Quando mi affacciai timidamente nel capannone all'apparenza vuoto e addormentato dello studio 3, il mio arrivo portò una certa agitazione nell'unica persona là presente, un certo Alvaro.

"Signorina Silvestrini, è arrivata! Pensavamo che non sarebbe venuta, che fosse ancora ammalata. Chiamo subito il regista, ne sarà contento."

"Non sono la signorina Silvestini", mi affrettai a precisare, "ma ho sentito dire che cercavate una controfigura per lei."

"Benissimo. Mi sembri perfetta. Li avviso subito."

Per telefono Alvaro non riuscì a contattare il regista, ma parlò con qualcun altro che gli disse di non farmi andare via, e che dopo pochi minuti si presentò lì.

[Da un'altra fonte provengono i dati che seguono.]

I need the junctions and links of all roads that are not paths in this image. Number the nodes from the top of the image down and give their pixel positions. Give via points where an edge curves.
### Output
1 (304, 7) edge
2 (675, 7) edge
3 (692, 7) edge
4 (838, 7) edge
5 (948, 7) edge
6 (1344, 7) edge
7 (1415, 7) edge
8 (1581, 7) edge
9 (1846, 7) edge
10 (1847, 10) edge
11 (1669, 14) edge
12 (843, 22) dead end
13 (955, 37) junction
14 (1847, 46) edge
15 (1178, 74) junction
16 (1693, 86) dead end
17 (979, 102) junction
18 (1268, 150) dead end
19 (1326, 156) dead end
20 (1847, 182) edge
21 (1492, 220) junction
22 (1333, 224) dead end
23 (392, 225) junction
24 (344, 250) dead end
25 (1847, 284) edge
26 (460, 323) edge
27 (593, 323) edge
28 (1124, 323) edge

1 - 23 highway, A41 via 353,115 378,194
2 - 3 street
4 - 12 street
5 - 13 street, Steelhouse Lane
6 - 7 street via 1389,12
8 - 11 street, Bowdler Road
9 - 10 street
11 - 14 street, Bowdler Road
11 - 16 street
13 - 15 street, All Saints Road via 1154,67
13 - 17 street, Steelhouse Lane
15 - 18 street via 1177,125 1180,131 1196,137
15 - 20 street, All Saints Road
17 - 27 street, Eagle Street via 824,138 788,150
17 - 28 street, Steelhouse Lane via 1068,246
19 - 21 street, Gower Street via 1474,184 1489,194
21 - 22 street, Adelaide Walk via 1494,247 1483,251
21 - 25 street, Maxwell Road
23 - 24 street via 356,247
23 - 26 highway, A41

"Ci sono ancora da fare tutte le scene su moto e motorini", mi disse. "Purtroppo la Silvestrini ha una gran paura delle moto, e sembra che non ci sia proprio verso di fargliela passare. Le prende proprio il panico. Ma quelle scene bisognerebbe comunque girarle. A proposito, lei sa guidare una moto?"

"Io veramente ". Mi sentivo imbarazzata. Sì, occasionalmente da giovane ero salita in sella dietro a qualche ragazzo, anche su moto potenti. Ma guidarle proprio non mi pareva di averlo mai fatto.

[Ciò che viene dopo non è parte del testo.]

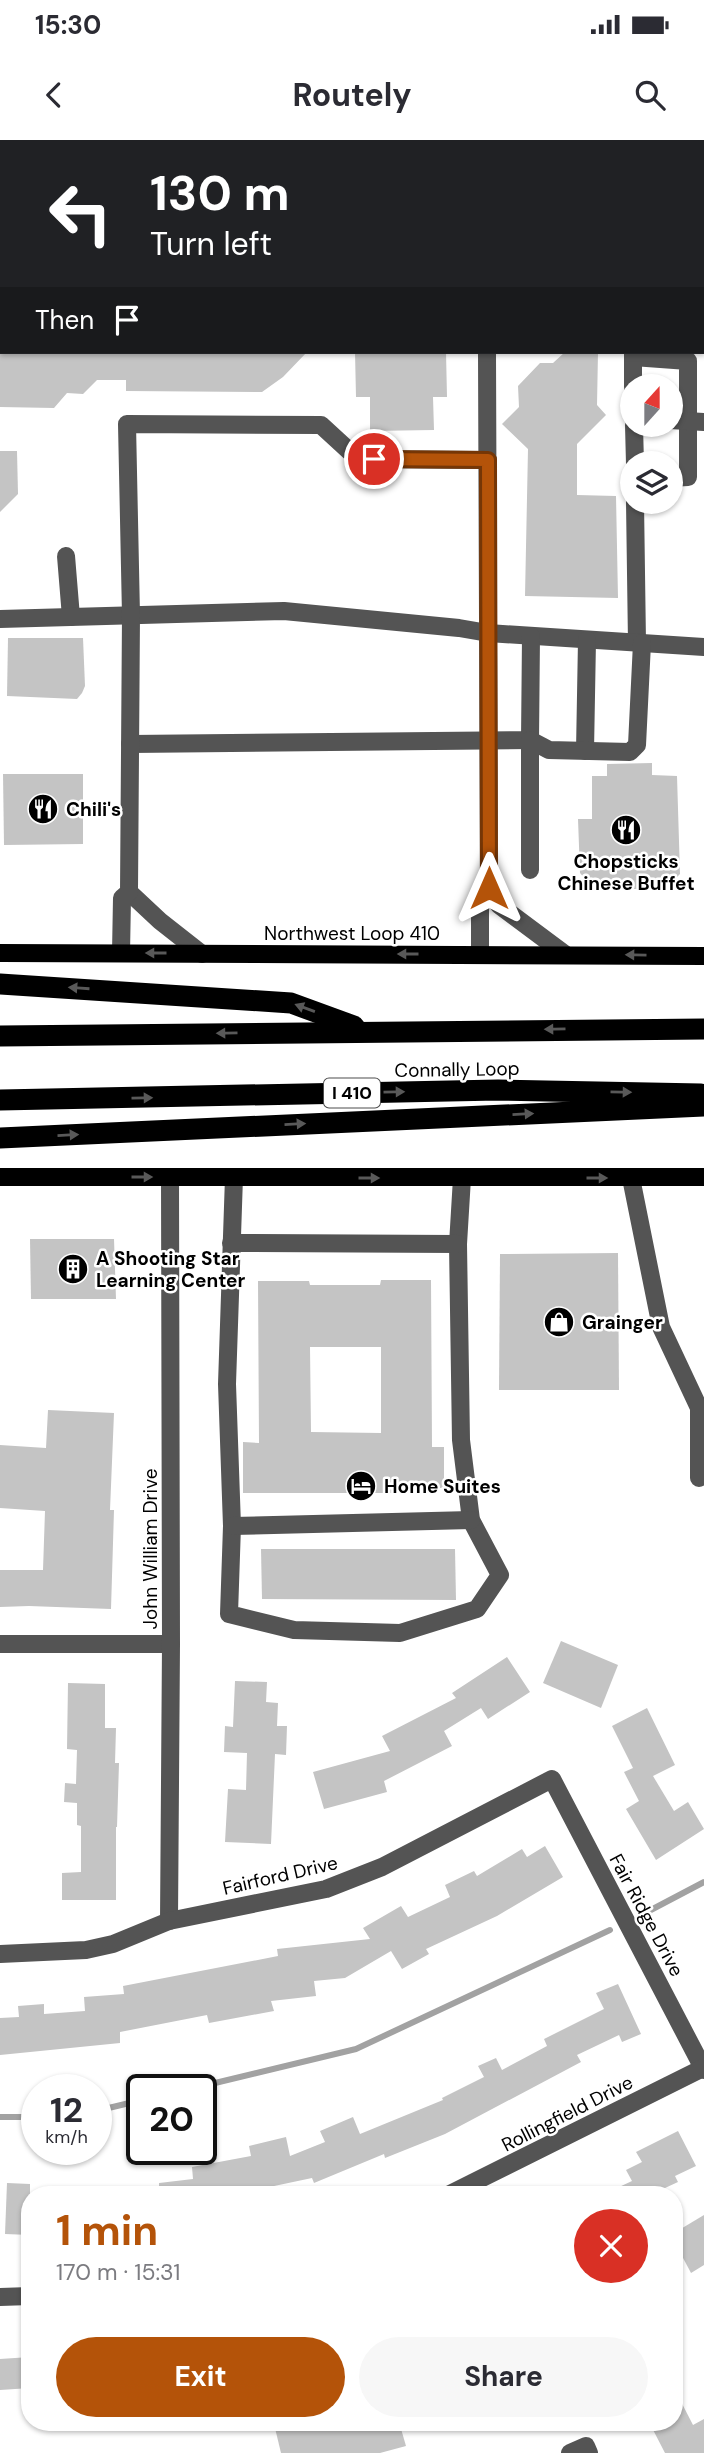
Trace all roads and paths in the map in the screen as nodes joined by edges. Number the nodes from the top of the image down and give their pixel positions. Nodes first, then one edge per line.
1 (487, 354) edge
2 (633, 354) edge
3 (633, 374) edge
4 (687, 421) edge
5 (488, 460) junction
6 (683, 477) edge
7 (635, 514) edge
8 (65, 556) dead end
9 (131, 615) junction
10 (71, 617) junction
11 (0, 619) edge
12 (488, 634) junction
13 (531, 636) junction
14 (587, 640) junction
15 (640, 643) junction
16 (704, 647) edge
17 (488, 740) junction
18 (530, 740) junction
19 (130, 744) junction
20 (585, 751) junction
21 (530, 870) dead end
22 (489, 888) junction
23 (129, 892) junction
24 (0, 953) edge
25 (121, 953) junction
26 (202, 954) junction
27 (480, 954) junction
28 (566, 955) junction
29 (704, 956) edge
30 (0, 984) edge
31 (704, 1029) edge
32 (369, 1031) junction
33 (0, 1036) edge
34 (704, 1094) edge
35 (0, 1100) edge
36 (704, 1106) edge
37 (0, 1138) edge
38 (0, 1177) edge
39 (170, 1177) junction
40 (234, 1177) junction
41 (704, 1177) edge
42 (462, 1178) junction
43 (631, 1178) junction
44 (232, 1243) junction
45 (458, 1244) junction
46 (699, 1478) dead end
47 (471, 1520) junction
48 (232, 1526) junction
49 (0, 1644) edge
50 (171, 1644) junction
51 (552, 1779) joint
52 (169, 1921) junction
53 (0, 1954) edge
54 (704, 2069) edge
55 (466, 2186) edge
56 (21, 2296) edge
57 (0, 2297) edge

1 - 5 street
2 - 3 street
2 - 4 street
4 - 6 street
5 - 9 street
5 - 12 street
7 - 15 street
8 - 10 street
9 - 10 street
9 - 12 street
9 - 19 street
10 - 11 street
12 - 13 street
12 - 17 street
13 - 14 street
13 - 18 street
14 - 15 street
14 - 20 street
15 - 16 street
15 - 20 street
17 - 18 street
17 - 19 street
17 - 22 street
18 - 20 street
18 - 21 street
19 - 23 street
22 - 27 street
22 - 28 street
23 - 25 street
23 - 26 street
24 - 25 main road, Northwest Loop 410
26 -> 25 main road, Northwest Loop 410
27 -> 26 main road, Northwest Loop 410
27 - 28 main road, Northwest Loop 410
29 -> 28 main road, Northwest Loop 410
32 -> 30 highway
31 -> 32 highway, Connally Loop
32 -> 33 highway, Connally Loop
35 -> 34 highway, Connally Loop / I 410
37 -> 36 highway
38 -> 39 main road
39 - 40 main road
39 - 50 street, John William Drive
40 -> 42 main road
40 - 44 street
41 - 43 main road
42 -> 43 main road
42 - 45 street
43 - 46 street
44 - 45 street
44 - 48 street
45 - 47 street
47 - 48 street
47 - 48 street
49 - 50 street
50 - 52 street, John William Drive
51 - 52 street, Fairford Drive
51 - 54 street, Fair Ridge Drive
52 - 53 street, Fairford Drive
54 - 55 street, Rollingfield Drive
56 - 57 street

"Non si preoccupi, signorina. Non è che serva fare chissà cosa. In teoria potrebbe anche non avere la patente, se ci arrangiamo a girare in qualche zona privata. Adesso sentiamo il regista. Io direi di iniziare da quelle in cui lei sta dietro e guida Alfonso, se riusciamo a trovarlo in tempi decenti. Intanto vedo se riesco a procurarmi una di quelle moto elettriche che volendo saprebbe guidare anche un bambino. Sempre che sappia andare almeno in bicicletta."

"Si, si, quello si."

Alfonso prima delle undici non poteva arrivare. Così ebbi parecchio tempo per fare pratica con la moto elettrica. Davvero non proprio come una bicicletta: un vero stress, devo dire. Però tutti i presenti si mostrarono davvero molto pazienti e disponibili ad insegnarmi e ad aiutarmi.

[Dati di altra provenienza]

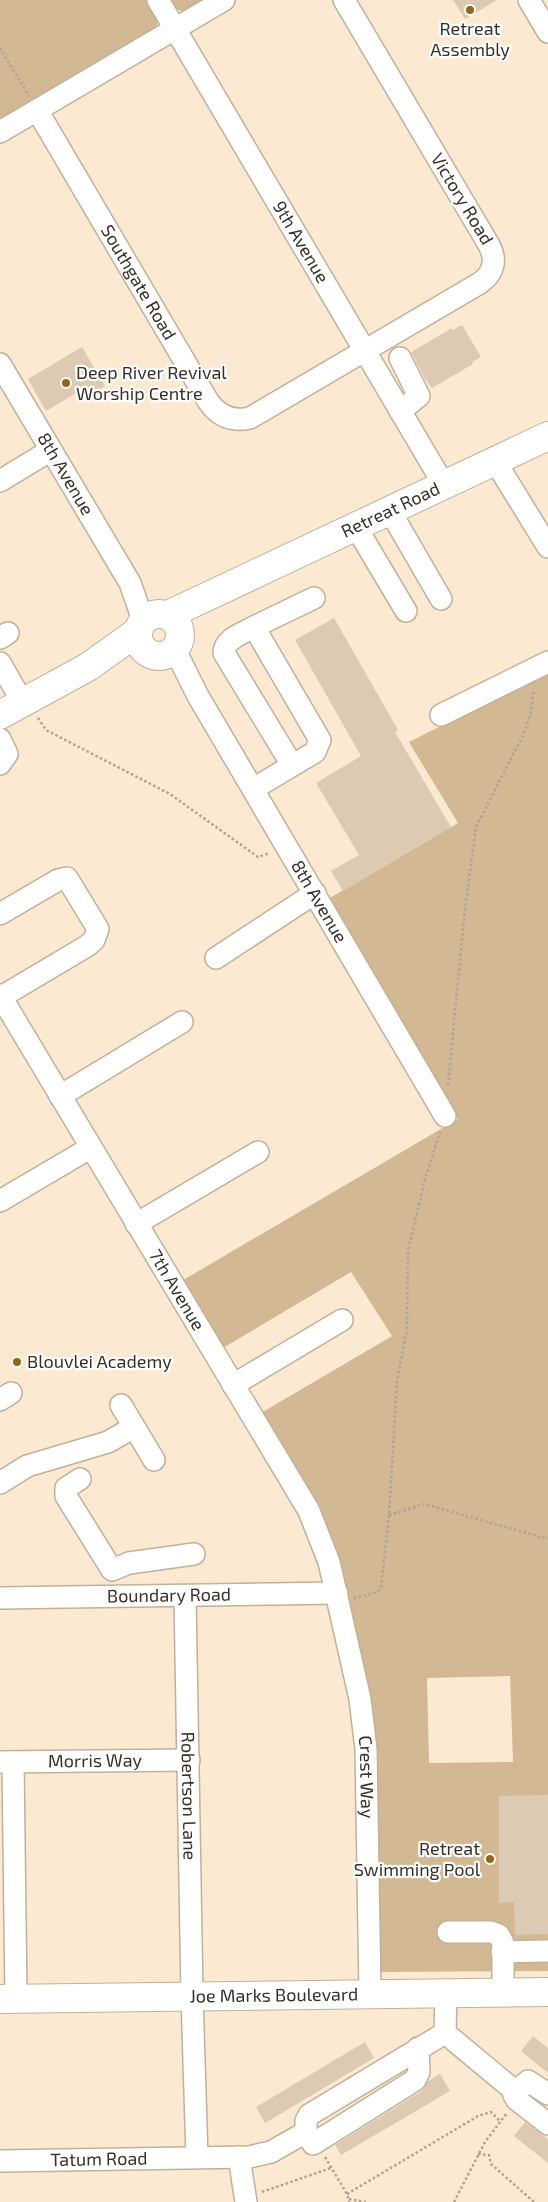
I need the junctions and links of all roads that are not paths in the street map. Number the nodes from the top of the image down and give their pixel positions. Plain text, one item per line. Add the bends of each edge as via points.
1 (158, 0) edge
2 (224, 0) edge
3 (344, 0) edge
4 (529, 0) edge
5 (176, 29) junction
6 (548, 32) edge
7 (37, 110) junction
8 (0, 132) edge
9 (365, 351) junction
10 (400, 358) dead end
11 (0, 364) edge
12 (400, 411) junction
13 (548, 436) edge
14 (51, 450) junction
15 (495, 462) junction
16 (0, 481) edge
17 (444, 485) junction
18 (390, 511) junction
19 (356, 527) junction
20 (548, 546) edge
21 (314, 598) dead end
22 (441, 599) dead end
23 (406, 611) dead end
24 (254, 627) junction
25 (159, 635) junction
26 (0, 663) edge
27 (541, 665) edge
28 (29, 708) junction
29 (441, 715) dead end
30 (0, 716) edge
31 (0, 739) edge
32 (0, 764) edge
33 (292, 765) junction
34 (253, 789) junction
35 (315, 893) junction
36 (0, 914) edge
37 (216, 958) dead end
38 (1, 996) edge
39 (182, 1022) dead end
40 (60, 1096) junction
41 (445, 1116) road end
42 (90, 1148) junction
43 (258, 1152) dead end
44 (0, 1201) edge
45 (136, 1224) junction
46 (342, 1320) dead end
47 (233, 1385) junction
48 (121, 1405) dead end
49 (134, 1427) junction
50 (154, 1460) dead end
51 (80, 1479) dead end
52 (0, 1483) edge
53 (194, 1554) dead end
54 (112, 1570) junction
55 (337, 1593) junction
56 (112, 1596) junction
57 (185, 1596) junction
58 (0, 1598) edge
59 (189, 1760) junction
60 (6, 1762) edge
61 (7, 1863) edge
62 (448, 1932) dead end
63 (548, 1951) edge
64 (502, 1952) junction
65 (503, 1992) junction
66 (548, 1992) edge
67 (446, 1993) junction
68 (370, 1994) junction
69 (192, 1996) junction
70 (8, 1999) edge
71 (446, 2033) junction
72 (548, 2094) edge
73 (516, 2096) junction
74 (548, 2124) edge
75 (197, 2157) junction
76 (239, 2157) junction
77 (0, 2161) edge
78 (245, 2200) edge

1 - 5 street, 9th Avenue
2 - 5 street
3 - 9 street, Victory Road via 489,245 494,259 490,273 480,283
4 - 6 street
5 - 7 street
5 - 9 street, 9th Avenue
7 - 8 street
7 - 9 street, Southgate Road via 218,413 232,419 250,418
9 - 12 street, 9th Avenue
10 - 12 street via 420,396
11 - 14 street, 8th Avenue
12 - 17 street, 9th Avenue
13 - 15 main road, Retreat Road
14 - 16 street
14 - 25 street, 8th Avenue
15 - 17 main road, Retreat Road
15 - 20 street
17 - 18 main road, Retreat Road
18 - 19 main road, Retreat Road
18 - 22 street
19 - 23 street
19 - 25 main road, Retreat Road via 234,586 206,610
21 - 24 street
24 - 33 street via 320,740 314,752
24 - 33 street via 229,641 224,653
25 - 28 main road, Retreat Road via 88,667
25 - 34 street, 8th Avenue
26 - 28 street
27 - 29 street
28 - 30 main road, Retreat Road
31 - 32 street via 7,754
33 - 34 street
34 - 35 street, 8th Avenue
35 - 37 street
35 - 41 street, 8th Avenue
36 - 38 street via 67,878 98,929 94,940 87,946
38 - 40 street, 7th Avenue
39 - 40 street
40 - 42 street, 7th Avenue
42 - 44 street
42 - 45 street, 7th Avenue
43 - 45 street
45 - 47 street, 7th Avenue
46 - 47 street
47 - 55 street, 7th Avenue via 309,1511 326,1552
48 - 49 street
49 - 50 street
49 - 52 street via 108,1442 27,1466
51 - 54 street via 66,1488 66,1496
53 - 54 street via 129,1563
54 - 56 street
55 - 57 street, Boundary Road
55 - 68 street, Crest Way via 360,1699 366,1749
56 - 57 street, Boundary Road
56 - 58 street, Boundary Road
57 - 59 street, Robertson Lane
59 - 60 street, Morris Way
59 - 69 street, Robertson Lane
60 - 61 street
61 - 70 street
62 - 64 street via 495,1933 502,1939
63 - 64 street
64 - 65 street
65 - 66 main road, Joe Marks Boulevard
65 - 67 main road, Joe Marks Boulevard
67 - 68 main road, Joe Marks Boulevard
67 - 71 street
68 - 69 main road, Joe Marks Boulevard
69 - 70 main road, Joe Marks Boulevard
69 - 75 street
71 - 73 street
71 - 76 street, Tatum Road via 308,2115 309,2138 259,2156
72 - 73 street via 528,2081
73 - 74 street
75 - 76 street, Tatum Road
75 - 77 street, Tatum Road
76 - 78 street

Alla fine con la moto elettrica me la cavavo bene, e ci fu il tempo per farmi provare anche un motorino normale.

Quando finalmente arrivò Alfonso Cardinale (una faccia nota, protagonista di una serie di spot pubblicitari molto conosciuti su un dentifricio), mi fecero cambiare vestiti e mi diedero una sistemata secondo le esigenze del copione. Per le riprese uscimmo in moto per le strade della città, col casco, Alfonso alla guida ed io seduta dietro a lui; ci seguivano un furgoncino e un'altra moto con la troupe e gli operatori.